The banking sector may need an additional Rs 84,000 crore in excess capital, representing a five per cent increase over the existing Rs 15.2 lakh crore capital requirement, following the Reserve Bank of India's (RBI) decision to elevate the risk weight on banks' exposure to consumer credit, credit card receivables and non-banking finance companies (NBFCs). Experts foresee that this move could result in higher borrowing costs for consumers.
The immediate consequence of the augmented risk weights is the heightened capital requirement for banks, leading to an expected 55-60 basis point increase in the Capital to Risk-Weighted Assets Ratio (CRAR), according to Soumya Kanti Ghosh, Group Chief Economic Adviser at the State Bank of India.
The RBI's circular primarily impacts consumer loans but excludes housing loans, education loans, vehicle loans and loans secured by gold and gold jewellery. Consumer credit, which had been growing at over 25 per cent since May 2022, is affected by this RBI move, accounting for around 9.8 per cent of the total outstanding loans (Rs 151.5 lakh crore) as of September 2023.

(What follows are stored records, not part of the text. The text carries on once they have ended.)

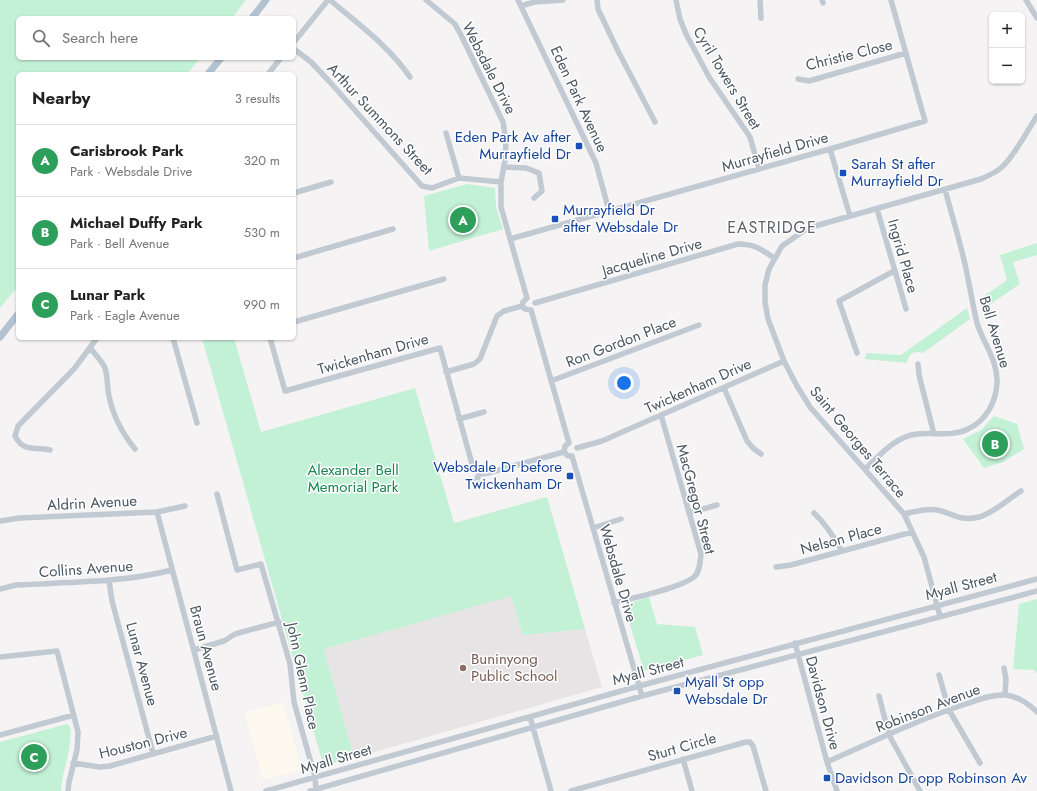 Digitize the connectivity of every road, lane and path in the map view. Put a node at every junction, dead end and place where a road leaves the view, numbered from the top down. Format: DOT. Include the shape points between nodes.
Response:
graph roads {
  1 [pos="266,0"];
  2 [pos="329,0"];
  3 [pos="426,0"];
  4 [pos="518,0"];
  5 [pos="563,0"];
  6 [pos="597,0"];
  7 [pos="676,0"];
  8 [pos="760,0"];
  9 [pos="891,0"];
  10 [pos="1026,0"];
  11 [pos="521,6"];
  12 [pos="254,16"];
  13 [pos="761,18"];
  14 [pos="1037,18"];
  15 [pos="296,40"];
  16 [pos="296,51"];
  17 [pos="906,53"];
  18 [pos="219,60"];
  19 [pos="279,60"];
  20 [pos="210,72"];
  21 [pos="270,72"];
  22 [pos="410,77"];
  23 [pos="798,79"];
  24 [pos="1037,116"];
  25 [pos="655,122"];
  26 [pos="446,133"];
  27 [pos="830,150"];
  28 [pos="504,167"];
  29 [pos="759,169"];
  30 [pos="460,178"];
  31 [pos="331,182"];
  32 [pos="501,182"];
  33 [pos="945,189"];
  34 [pos="296,192"];
  35 [pos="534,198"];
  36 [pos="877,209"];
  37 [pos="609,211"];
  38 [pos="850,216"];
  39 [pos="393,229"];
  40 [pos="510,239"];
  41 [pos="296,257"];
  42 [pos="774,258"];
  43 [pos="894,271"];
  44 [pos="444,279"];
  45 [pos="527,298"];
  46 [pos="535,303"];
  47 [pos="522,306"];
  48 [pos="906,309"];
  49 [pos="531,310"];
  50 [pos="16,317"];
  51 [pos="296,321"];
  52 [pos="699,325"];
  53 [pos="0,337"];
  54 [pos="96,340"];
  55 [pos="174,340"];
  56 [pos="271,340"];
  57 [pos="90,348"];
  58 [pos="857,353"];
  59 [pos="784,361"];
  60 [pos="918,364"];
  61 [pos="446,372"];
  62 [pos="551,381"];
  63 [pos="724,388"];
  64 [pos="484,412"];
  65 [pos="661,416"];
  66 [pos="459,419"];
  67 [pos="197,423"];
  68 [pos="934,434"];
  69 [pos="569,443"];
  70 [pos="577,448"];
  71 [pos="135,449"];
  72 [pos="50,450"];
  73 [pos="564,452"];
  74 [pos="761,454"];
  75 [pos="572,456"];
  76 [pos="865,469"];
  77 [pos="479,474"];
  78 [pos="476,482"];
  79 [pos="1021,491"];
  80 [pos="217,494"];
  81 [pos="717,505"];
  82 [pos="186,506"];
  83 [pos="157,512"];
  84 [pos="689,513"];
  85 [pos="814,513"];
  86 [pos="904,514"];
  87 [pos="621,519"];
  88 [pos="0,521"];
  89 [pos="593,528"];
  90 [pos="912,532"];
  91 [pos="842,551"];
  92 [pos="776,567"];
  93 [pos="172,570"];
  94 [pos="1037,579"];
  95 [pos="109,580"];
  96 [pos="0,589"];
  97 [pos="1037,591"];
  98 [pos="614,603"];
  99 [pos="937,605"];
  100 [pos="940,616"];
  101 [pos="279,622"];
  102 [pos="795,643"];
  103 [pos="194,650"];
  104 [pos="798,654"];
  105 [pos="0,657"];
  106 [pos="1004,668"];
  107 [pos="940,675"];
  108 [pos="639,686"];
  109 [pos="1005,695"];
  110 [pos="642,696"];
  111 [pos="879,696"];
  112 [pos="949,710"];
  113 [pos="1037,712"];
  114 [pos="74,715"];
  115 [pos="530,717"];
  116 [pos="533,728"];
  117 [pos="0,735"];
  118 [pos="889,735"];
  119 [pos="217,736"];
  120 [pos="153,753"];
  121 [pos="684,760"];
  122 [pos="827,762"];
  123 [pos="73,763"];
  124 [pos="980,763"];
  125 [pos="315,777"];
  126 [pos="314,790"];
  127 [pos="68,791"];
  128 [pos="231,791"];
  129 [pos="266,791"];
  130 [pos="551,791"];
  131 [pos="572,791"];
  132 [pos="692,791"];
  133 [pos="766,791"];
  134 [pos="837,791"];
  135 [pos="920,791"];
  1 -- 12 [label="main road"];
  2 -- 15 [label="street"];
  2 -- 22 [label="street" via="385,46"];
  3 -- 28 [label="street, Websdale Drive" via="455,24 503,122 506,141"];
  4 -- 11 [label="street, Eden Park Avenue"];
  5 -- 11 [label="street" via="534,2"];
  6 -- 25 [label="street" via="598,9 617,49"];
  7 -- 29 [label="street, Cyril Towers Street" via="686,34 709,77 750,137"];
  8 -- 13 [label="street"];
  9 -- 17 [label="street, Murrayfield Drive"];
  10 -- 14 [label="street"];
  11 -- 37 [label="street, Eden Park Avenue" via="596,163"];
  16 -- 30 [label="street, Arthur Summons Street" via="329,81 422,186 432,188"];
  17 -- 23 [label="street, Christie Close" via="809,81"];
  17 -- 27 [label="street, Murrayfield Drive" via="925,121"];
  18 -- 20 [label="main road"];
  19 -- 21 [label="street"];
  24 -- 33 [label="street, Saint Georges Terrace" via="1002,167 981,179"];
  26 -- 30 [label="street"];
  27 -- 29 [label="street, Murrayfield Drive"];
  27 -- 38 [label="street"];
  28 -- 32 [label="street, Websdale Drive"];
  28 -- 35 [label="street" via="526,168 539,173 542,191"];
  29 -- 37 [label="street, Murrayfield Drive"];
  30 -- 32 [label="street, Arthur Summons Street"];
  31 -- 34 [label="street"];
  32 -- 40 [label="street, Websdale Drive" via="501,208"];
  33 -- 36 [label="street, Saint Georges Terrace"];
  33 -- 68 [label="street, Bell Avenue" via="962,249 977,323 995,365 997,382 993,403 977,425 951,434"];
  36 -- 38 [label="street, Saint Georges Terrace"];
  36 -- 43 [label="street, Ingrid Place"];
  37 -- 40 [label="street, Murrayfield Drive"];
  38 -- 42 [label="street, Saint Georges Terrace" via="805,230 782,246"];
  39 -- 41 [label="street"];
  40 -- 45 [label="street, Websdale Drive"];
  42 -- 46 [label="street, Jacqueline Drive" via="755,246 738,244"];
  42 -- 59 [label="street, Saint Georges Terrace" via="765,285 765,302 768,319"];
  43 -- 48 [label="street, Ingrid Place"];
  43 -- 58 [label="street" via="839,302"];
  44 -- 51 [label="street"];
  45 -- 46 [label="street" via="533,299"];
  45 -- 47 [label="street"];
  46 -- 49 [label="street"];
  47 -- 49 [label="street"];
  47 -- 61 [label="street" via="504,311 497,316 480,359 474,364"];
  49 -- 62 [label="street"];
  50 -- 53 [label="main road"];
  52 -- 62 [label="street, Ron Gordon Place"];
  54 -- 57 [label="street"];
  55 -- 67 [label="street"];
  56 -- 61 [label="street, Twickenham Drive" via="285,391 440,348"];
  57 -- 71 [label="street" via="104,366 113,412 120,428"];
  57 -- 72 [label="street" via="74,369 18,426 15,436 20,444 26,448"];
  59 -- 63 [label="street, Twickenham Drive"];
  59 -- 76 [label="street, Saint Georges Terrace" via="810,407"];
  60 -- 68 [label="street"];
  61 -- 66 [label="street, Twickenham Drive"];
  62 -- 69 [label="street"];
  63 -- 65 [label="street, Twickenham Drive"];
  63 -- 74 [label="street" via="747,441"];
  64 -- 66 [label="street"];
  65 -- 70 [label="street, Twickenham Drive"];
  65 -- 84 [label="street, MacGregor Street"];
  66 -- 77 [label="street, Twickenham Drive" via="474,469"];
  68 -- 76 [label="street, Bell Avenue" via="916,434 902,438"];
  69 -- 70 [label="street"];
  69 -- 73 [label="street" via="565,446"];
  70 -- 75 [label="street"];
  73 -- 75 [label="street"];
  73 -- 77 [label="street"];
  75 -- 89 [label="street, Websdale Drive"];
  76 -- 86 [label="street, Saint Georges Terrace"];
  77 -- 78 [label="street"];
  79 -- 86 [label="street" via="977,517 958,517 931,509"];
  80 -- 101 [label="street, John Glenn Place" via="237,570 261,564"];
  81 -- 84 [label="street"];
  82 -- 83 [label="street, Aldrin Avenue"];
  83 -- 88 [label="street, Aldrin Avenue"];
  83 -- 93 [label="street, Braun Avenue"];
  84 -- 98 [label="street, MacGregor Street" via="701,554 694,577 680,584"];
  85 -- 91 [label="street" via="833,535"];
  86 -- 90 [label="street, Saint Georges Terrace"];
  87 -- 89 [label="street"];
  89 -- 98 [label="street, Websdale Drive"];
  90 -- 91 [label="street, Nelson Place"];
  90 -- 99 [label="street, Saint Georges Terrace" via="924,557"];
  91 -- 92 [label="street, Nelson Place"];
  93 -- 95 [label="street, Collins Avenue" via="150,576"];
  93 -- 103 [label="street, Braun Avenue"];
  94 -- 99 [label="street, Myall Street"];
  95 -- 96 [label="street, Collins Avenue"];
  95 -- 120 [label="street, Lunar Avenue" via="112,601"];
  97 -- 100 [label="street, Myall Street"];
  98 -- 108 [label="street, Websdale Drive"];
  99 -- 100 [label="street, Saint Georges Terrace"];
  99 -- 102 [label="street, Myall Street"];
  100 -- 104 [label="street, Myall Street"];
  101 -- 103 [label="street" via="235,634 224,641"];
  101 -- 125 [label="street, John Glenn Place" via="290,664 294,702"];
  102 -- 104 [label="street, Davidson Drive"];
  102 -- 108 [label="street, Myall Street"];
  103 -- 119 [label="street, Braun Avenue"];
  104 -- 110 [label="street, Myall Street"];
  104 -- 122 [label="street, Davidson Drive"];
  105 -- 114 [label="street" via="57,651"];
  106 -- 109 [label="street"];
  107 -- 112 [label="street"];
  108 -- 110 [label="street, Websdale Drive"];
  108 -- 115 [label="street, Myall Street"];
  109 -- 112 [label="street, Robinson Avenue"];
  109 -- 113 [label="street, Robinson Avenue" via="1022,701"];
  110 -- 116 [label="street, Myall Street"];
  111 -- 118 [label="street"];
  112 -- 118 [label="street, Robinson Avenue"];
  112 -- 124 [label="street"];
  114 -- 117 [label="street"];
  114 -- 123 [label="street" via="78,740"];
  115 -- 116 [label="street"];
  115 -- 125 [label="street, Myall Street"];
  116 -- 126 [label="street, Myall Street"];
  116 -- 130 [label="street"];
  118 -- 122 [label="street, Robinson Avenue"];
  118 -- 135 [label="street"];
  119 -- 120 [label="street, Houston Drive"];
  119 -- 128 [label="street, Braun Avenue"];
  120 -- 123 [label="street, Houston Drive" via="100,767"];
  121 -- 131 [label="street, Sturt Circle"];
  121 -- 132 [label="street"];
  121 -- 133 [label="street, Sturt Circle" via="750,742"];
  122 -- 134 [label="street, Davidson Drive"];
  123 -- 127 [label="street"];
  125 -- 126 [label="street, John Glenn Place"];
  125 -- 129 [label="street, Myall Street"];
}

While the affected segment of personal loans constitutes only 31 per cent of the total personal loans (Rs 48.3 lakh crore), the recent regulatory measures can be considered countercyclical, aiming to stabilise the business cycle by regulating economic activity during booms and supporting it during downturns, as per SBI.
Karthik Srinivasan, Senior VP & Group Head of Financial Sector Ratings at ICRA Ltd, anticipates that these regulatory changes will lead to higher capital requirements for lenders, resulting in increased lending rates for borrowers. This could also impact corporate bonds through higher yields and widened credit spreads for non-banking financial institutions (NBFCs).
Suman Chowdhury, Chief Economist and Head of Research at Acuité Ratings & Research, believes that the higher capital requirements will likely moderate the growth of unsecured loans, addressing potential systemic risks. Additionally, there may be a substantial increase in interest rates on unsecured loans by banks and NBFCs, affecting the cost of borrowings for NBFCs, including fintechs, with a significant proportion of unsecured retail loans.
The SBI report suggests that the RBI's decision to raise risk weights signals a proactive approach to addressing potential financial stability risks, aligning with the trend towards an Expected Loss (EL) driven stress recognition system and the recent regulatory scrutiny on 15 Upper Layer NBFCs.